David was going to yell at me. He was going to be furious that I had dismissed him the way I had—and in front of dangerous strangers, to boot. He was going to remove himself from serving as my warder ever again. He was going to tell me that everything we'd been through was a mistake, that we shouldn't have had any past, that we weren't going to have any future. He was going to stand up, walk out the door, disappear down the garden path, and I would never, ever see him again.

“Want some breakfast?” he asked.

Oh.

Just the word—breakfast—reminded me I was starving. I nodded, and he led the way into my kitchen. He moved with the familiarity of a man who had conquered those cupboards years before. In less than ten minutes, I was sitting down to scrambled eggs and toast, with a sprinkling of real asiago. (Where had he found that in
my
fridge?).
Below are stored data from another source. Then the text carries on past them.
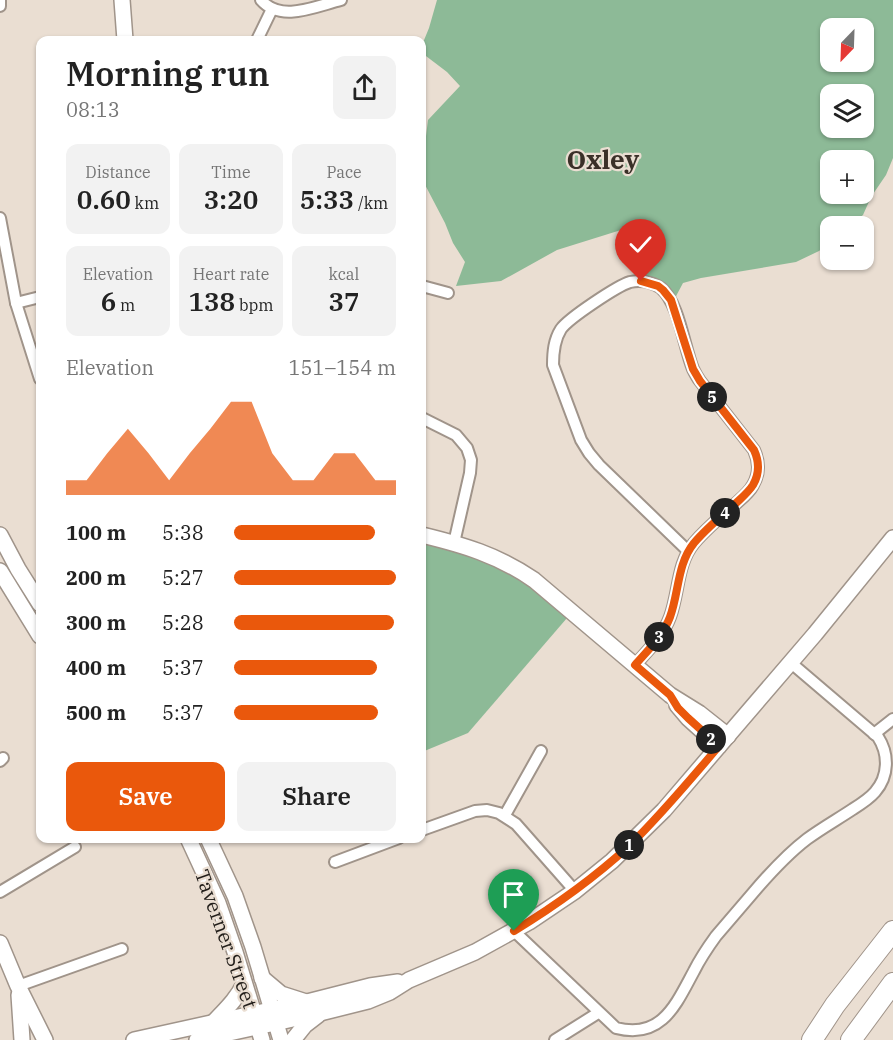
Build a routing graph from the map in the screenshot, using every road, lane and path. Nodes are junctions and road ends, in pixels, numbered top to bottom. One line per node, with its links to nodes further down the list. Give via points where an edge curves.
1 (0, 0): 5 (street)
2 (122, 0): 7 (street)
3 (261, 0): 6 (street)
4 (340, 0): 6 (street, via 297,11)
5 (0, 6)
6 (272, 9): 8 (street)
7 (125, 36)
8 (259, 36)
9 (0, 219): 13 (street)
10 (426, 287): 11 (street)
11 (448, 293)
12 (36, 298): 13 (street)
13 (16, 303): 14 (street)
14 (36, 366)
15 (426, 420): 19 (street, via 456,435 471,460)
16 (0, 535): 22 (street)
17 (426, 536): 19 (street)
18 (893, 538): 24 (street)
19 (454, 543): 25 (street, via 496,557 528,576)
20 (688, 551): 20 (street, via 747,493 759,469 758,459 693,369 671,300 658,286 630,282 562,328 553,352 553,365 589,453); 25 (street, via 665,628)
21 (0, 571): 23 (street)
22 (36, 598)
23 (36, 630)
24 (790, 662): 27 (street); 28 (street)
25 (635, 665): 28 (street, via 699,713)
26 (893, 719): 27 (street)
27 (874, 734): 50 (street, via 886,758 886,770 875,792 807,839 772,871 708,947 664,1020 646,1030 627,1032)
28 (723, 741): 37 (street, via 664,810)
29 (541, 752): 30 (street)
30 (505, 815): 31 (street, via 475,811); 37 (street)
31 (426, 829)
32 (190, 843): 46 (street, Taverner Street, via 218,903)
33 (210, 843): 43 (street, Taverner Street, via 235,896)
34 (386, 843): 36 (street)
35 (75, 848): 38 (street)
36 (335, 862)
37 (575, 891): 39 (street)
38 (0, 892)
39 (514, 931): 44 (street); 50 (street)
40 (893, 931): 63 (highway)
41 (0, 943): 47 (street)
42 (122, 949): 47 (street)
43 (261, 978): 48 (street, via 281,994); 51 (street, Taverner Street)
44 (409, 980): 48 (street); 49 (street, via 390,992)
45 (893, 983): 64 (highway)
46 (244, 984): 52 (street); 53 (street, Taverner Street)
47 (18, 986): 55 (street); 56 (street)
48 (307, 1002): 51 (street)
49 (320, 1013): 51 (street); 61 (street)
50 (598, 1013): 62 (street)
51 (274, 1016): 53 (street); 60 (street, Taverner Street)
52 (213, 1023): 53 (street); 57 (street)
53 (258, 1027): 54 (street)
54 (226, 1034): 58 (street); 59 (street)
55 (22, 1040)
56 (45, 1040)
57 (134, 1040)
58 (197, 1040)
59 (248, 1040)
60 (281, 1040)
61 (293, 1040)
62 (555, 1040)
63 (812, 1040)
64 (851, 1040)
He raised a box of oolong teabags, but I shook my head. Stirring caffeine into my exhaustion would be a mistake.

I gulped down half the meal before I dared to meet his eyes. “What?” I asked, unable to parse the thoughts in those grey depths.

“I thought we had an agreement. I thought you were going to start teaching new witches, show them how to share their powers.”

Of course, his words brought back the memory of excitement, of the discoveries we'd made in my basement eight months before. Then, I had been nursing a catastrophic degradation of my powers; I had nearly lost everything that made me a useful witch. I'd only found my way back to full strength by working with my mother and my grandmother, by weaving our astral energy together.